■ 遺留分放棄と遺言との組み合わせ |
●相続争いへの対策
亡くなった親の財産をどう分けるかは、子供たち相続人が決めます。「遺産分割協議」です。
もめずに仲良く決まる遺産分割協議が多いのは事実です。
しかし財産相談のプロならば「うちの子供たちに限って」という親の期待を込めた言葉をそのまま信じてはいけません。
それを真に受け、その後に痛い目にあったプロは多いはず。
「そうでしょうね…」とは言いながら性悪説でその子供たちを眺めます。幼い頃のお菓子の取り合いが財産取り合いに進化することに不思議はありません。

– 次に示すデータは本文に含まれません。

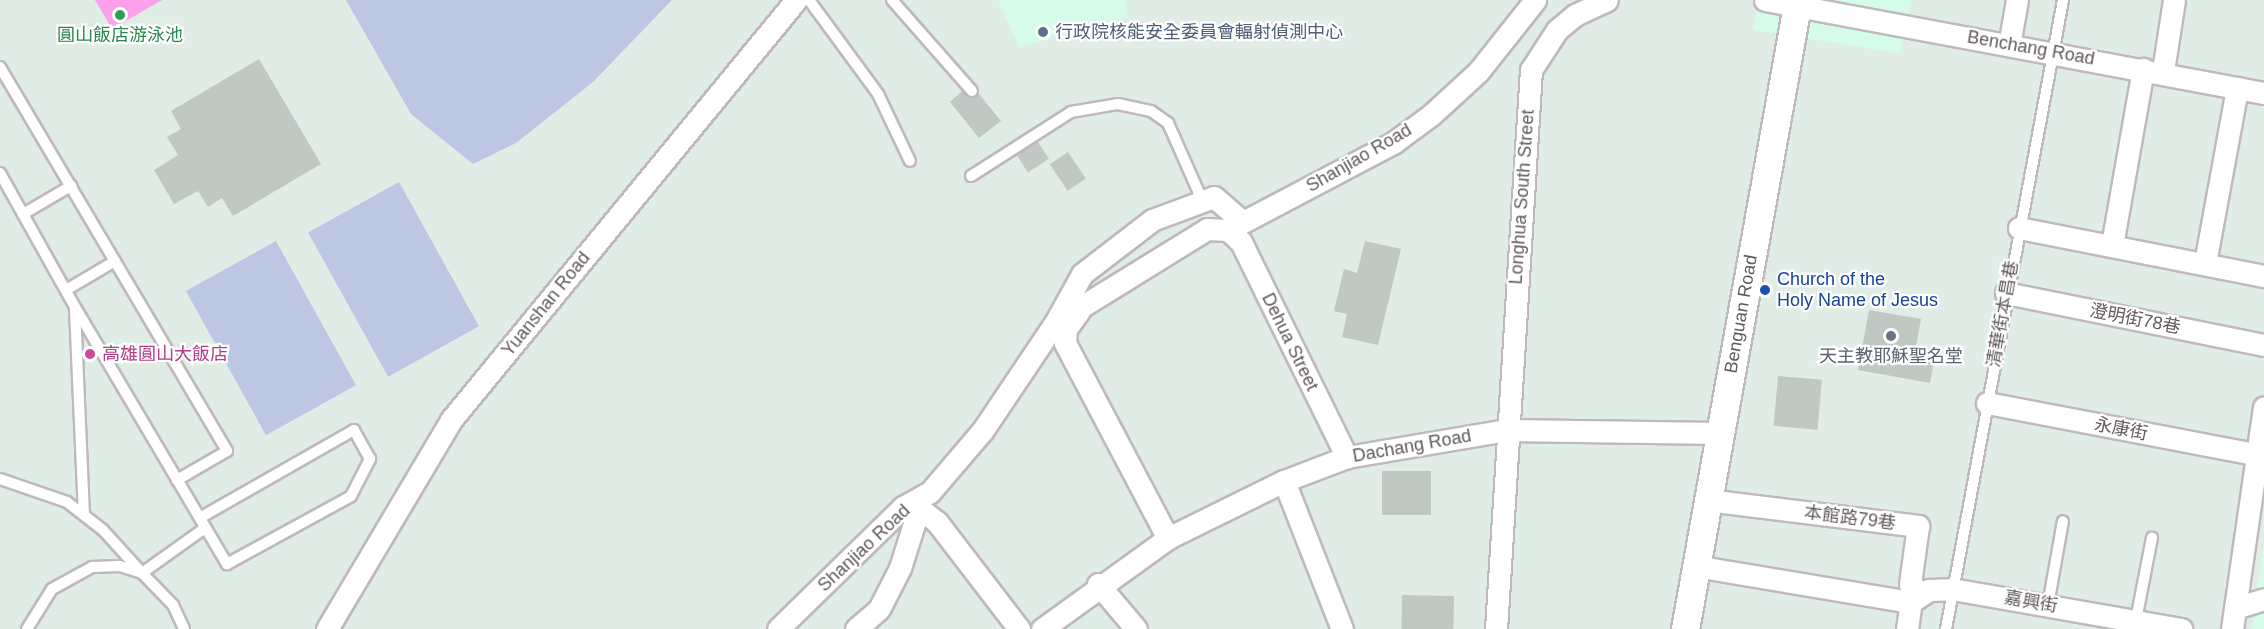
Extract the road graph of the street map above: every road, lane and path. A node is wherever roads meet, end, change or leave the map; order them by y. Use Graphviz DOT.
graph roads {
  1 [pos="796,0"];
  2 [pos="809,0"];
  3 [pos="892,0"];
  4 [pos="1535,0"];
  5 [pos="1607,0"];
  6 [pos="1765,0"];
  7 [pos="2017,0"];
  8 [pos="2063,0"];
  9 [pos="2174,0"];
  10 [pos="1798,2"];
  11 [pos="2008,45"];
  12 [pos="2054,51"];
  13 [pos="0,67"];
  14 [pos="2153,70"];
  15 [pos="2236,88"];
  16 [pos="972,91"];
  17 [pos="2264,93"];
  18 [pos="910,161"];
  19 [pos="0,173"];
  20 [pos="971,176"];
  21 [pos="71,186"];
  22 [pos="1203,202"];
  23 [pos="23,214"];
  24 [pos="1236,226"];
  25 [pos="2019,228"];
  26 [pos="2112,245"];
  27 [pos="115,261"];
  28 [pos="2205,263"];
  29 [pos="2264,276"];
  30 [pos="66,291"];
  31 [pos="2006,293"];
  32 [pos="75,307"];
  33 [pos="1079,311"];
  34 [pos="1055,322"];
  35 [pos="2264,345"];
  36 [pos="1987,403"];
  37 [pos="2264,407"];
  38 [pos="1506,430"];
  39 [pos="1720,433"];
  40 [pos="2255,454"];
  41 [pos="1347,457"];
  42 [pos="0,479"];
  43 [pos="177,480"];
  44 [pos="1284,481"];
  45 [pos="1707,500"];
  46 [pos="911,508"];
  47 [pos="84,515"];
  48 [pos="2063,521"];
  49 [pos="202,523"];
  50 [pos="1168,538"];
  51 [pos="2152,538"];
  52 [pos="1695,566"];
  53 [pos="142,573"];
  54 [pos="1098,584"];
  55 [pos="1953,589"];
  56 [pos="1917,598"];
  57 [pos="2264,599"];
  58 [pos="2048,605"];
  59 [pos="2235,608"];
  60 [pos="2136,621"];
  61 [pos="27,629"];
  62 [pos="184,629"];
  63 [pos="327,629"];
  64 [pos="778,629"];
  65 [pos="856,629"];
  66 [pos="1019,629"];
  67 [pos="1042,629"];
  68 [pos="1136,629"];
  69 [pos="1342,629"];
  70 [pos="1496,629"];
  71 [pos="1684,629"];
  72 [pos="1907,629"];
  73 [pos="1946,629"];
  74 [pos="2182,629"];
  75 [pos="2232,629"];
  1 -- 63 [label="street, Yuanshan Road"];
  2 -- 18 [label="lane"];
  3 -- 16 [label="lane"];
  4 -- 24 [label="street, Shanjiao Road"];
  5 -- 38 [label="street, Longhua South Street"];
  6 -- 10 [label="street"];
  7 -- 11 [label="street"];
  8 -- 12 [label="lane, 清華街本昌巷"];
  9 -- 14 [label="street"];
  10 -- 11 [label="street, Benchang Road"];
  10 -- 39 [label="street, Benguan Road"];
  11 -- 12 [label="street, Benchang Road"];
  12 -- 14 [label="street, Benchang Road"];
  12 -- 25 [label="lane, 清華街本昌巷"];
  13 -- 21 [label="lane"];
  14 -- 15 [label="street, Benchang Road"];
  14 -- 26 [label="street"];
  15 -- 17 [label="street, Benchang Road"];
  15 -- 28 [label="street"];
  19 -- 23 [label="lane"];
  20 -- 22 [label="lane"];
  21 -- 23 [label="lane"];
  21 -- 27 [label="lane"];
  22 -- 24 [label="street"];
  22 -- 34 [label="street, Shanjiao Road"];
  23 -- 30 [label="lane"];
  24 -- 33 [label="street, Shanjiao Road"];
  24 -- 41 [label="street, Dehua Street"];
  25 -- 26 [label="street"];
  25 -- 31 [label="lane, 清華街本昌巷"];
  26 -- 28 [label="street"];
  27 -- 30 [label="lane"];
  27 -- 43 [label="lane"];
  28 -- 29 [label="street"];
  30 -- 32 [label="lane"];
  31 -- 35 [label="street, 澄明街78巷"];
  31 -- 36 [label="lane, 清華街本昌巷"];
  32 -- 43 [label="lane"];
  32 -- 47 [label="lane"];
  33 -- 34 [label="street, Shanjiao Road"];
  33 -- 50 [label="street"];
  34 -- 46 [label="street, Shanjiao Road"];
  36 -- 40 [label="street, 永康街"];
  36 -- 55 [label="lane, 清華街本昌巷"];
  37 -- 40 [label="street"];
  38 -- 39 [label="street, Dachang Road"];
  38 -- 41 [label="street, Dachang Road"];
  38 -- 70 [label="street, Longhua South Street"];
  39 -- 45 [label="street, Benguan Road"];
  40 -- 59 [label="street"];
  41 -- 44 [label="street, Dachang Road"];
  42 -- 47 [label="lane"];
  43 -- 49 [label="lane"];
  44 -- 50 [label="street, Dachang Road"];
  44 -- 69 [label="street"];
  45 -- 52 [label="street, Benguan Road"];
  45 -- 56 [label="street, 本館路79巷"];
  46 -- 64 [label="street, Shanjiao Road"];
  46 -- 65 [label="street"];
  46 -- 66 [label="street"];
  47 -- 53 [label="lane"];
  48 -- 58 [label="lane"];
  49 -- 49 [label="lane"];
  49 -- 53 [label="lane"];
  50 -- 54 [label="street, Dachang Road"];
  51 -- 60 [label="lane"];
  52 -- 56 [label="street, 嘉興街"];
  52 -- 71 [label="street, Benguan Road"];
  53 -- 61 [label="lane"];
  53 -- 62 [label="lane"];
  54 -- 67 [label="street, Dachang Road"];
  54 -- 68 [label="street"];
  55 -- 56 [label="street, 嘉興街"];
  55 -- 58 [label="street, 嘉興街"];
  55 -- 73 [label="lane, 清華街本昌巷"];
  56 -- 72 [label="street"];
  57 -- 59 [label="street"];
  58 -- 60 [label="street, 嘉興街"];
  59 -- 75 [label="street"];
  60 -- 74 [label="street, 嘉興街"];
}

「金持ちには子供はいない。相続人がいるだけである。」
…ユダヤの格言です。
●遺言書でもめなくなるか
もめない相続にするには「遺言書」です。これにより遺産分割協議は不要となり、不動産等の名義変更等もできます。「全財産を長男に相続させる」という遺言書があれば、次男の承諾や印鑑は不要なのです。(ただし遺言次第で相続人全員の印鑑証明を求める銀行もあります。)
親は「法定相続分」など気にする必要は、本来はないのです。思った通りの内容にすればいいのです。私有財産の国である日本では自分の財産の行方は自由に遺言で決めていいのです。

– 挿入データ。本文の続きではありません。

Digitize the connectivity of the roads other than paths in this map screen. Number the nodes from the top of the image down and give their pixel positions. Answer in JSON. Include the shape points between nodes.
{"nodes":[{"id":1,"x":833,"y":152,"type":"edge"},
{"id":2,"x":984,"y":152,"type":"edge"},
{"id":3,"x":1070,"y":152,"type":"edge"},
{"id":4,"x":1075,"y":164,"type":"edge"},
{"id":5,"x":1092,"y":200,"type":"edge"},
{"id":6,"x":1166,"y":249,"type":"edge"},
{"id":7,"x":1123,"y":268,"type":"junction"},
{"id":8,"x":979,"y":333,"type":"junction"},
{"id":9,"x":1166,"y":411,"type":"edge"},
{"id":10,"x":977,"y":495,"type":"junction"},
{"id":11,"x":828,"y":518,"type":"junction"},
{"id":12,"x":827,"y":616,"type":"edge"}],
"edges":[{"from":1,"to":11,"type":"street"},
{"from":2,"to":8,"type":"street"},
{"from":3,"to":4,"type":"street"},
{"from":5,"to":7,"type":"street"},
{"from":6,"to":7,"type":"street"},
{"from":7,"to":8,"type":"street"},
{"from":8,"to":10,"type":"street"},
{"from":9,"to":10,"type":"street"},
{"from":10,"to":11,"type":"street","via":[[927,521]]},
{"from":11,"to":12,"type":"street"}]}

法定相続分というものがありますが、遺産分割協議をするときに目安がないと困ります。その目安に過ぎないものです。
だから遺言においては「全財産を長男に」(あるいは「銀座のバーのママに」)と書いていいのです。皆がその遺言で納得すれば、もめない相続です。
次男が納得するようにと次男の心情を思いやって、遺言の最後に附言(法的に意味がない部分)として、何でそうなのかを切々と書き込み次男の納得を得るというテクニックもあります。
●遺留分減殺請求でもめる
しかし次男が納得するとは限りません。次男には法的権利があります。遺留分減殺請求です。「ゼロというのはあまりにひどいではないか」との心情を遺留分減殺請求で果たします。
次男の法定相続分2分の1とします。次男が遺言で得た財産が全体の4分の1(法定相続分の半分…遺留分)以下なら「4分の1に達するまでの財産をよこせ」と当然に長男へ請求できます。
それは長男への名義変更後であっても可能です。裁判を起こす必要もないのですが、実際は裁判になることも多いでしょう。
遺言そのものは遺留分をおかしても有効なものです。誰も遺留分減殺請求をしなければ、そのままです。遺留分減殺請求は、してもしなくてもいいのです。
「自分の財産の行方は遺言で自由に決めていいよ。でもメチャクチャをしないように遺留分の定めをしておいたよ。」というのが民法の趣旨なのでしょう。
もめたくないなら遺留分をおかさない遺言にすることです。
長男の子や妻等を養子にすることで法定相続人を増やし、結果として次男の法定相続分を減らし、次男の遺留分を減らすこともできます。(養子の数について税法上は制限がありますが、民法上では問題ありません。)
●遺留分放棄でもめなくなる
しかし「全財産を長男に」遺言書で絶対にもめないようにするには「遺留分放棄」を次男にしてもらうことです。
親の生存中に「私は相続放棄します」との生前相続放棄書を書いても法的に無効です。しかし「遺留分減殺請求をしません」という「遺留分放棄」は家庭裁判所の許可により有効です。
裁判所は自由な意思か、理由はあるか、財産上の釣り合いはあるかをチェックします。
「結婚を許す代わりに」はダメ。「すでに多額の贈与を受けたから」ならいいのでしょうし、2500万円まで贈与税非課税の相続時精算課税制度が使われます。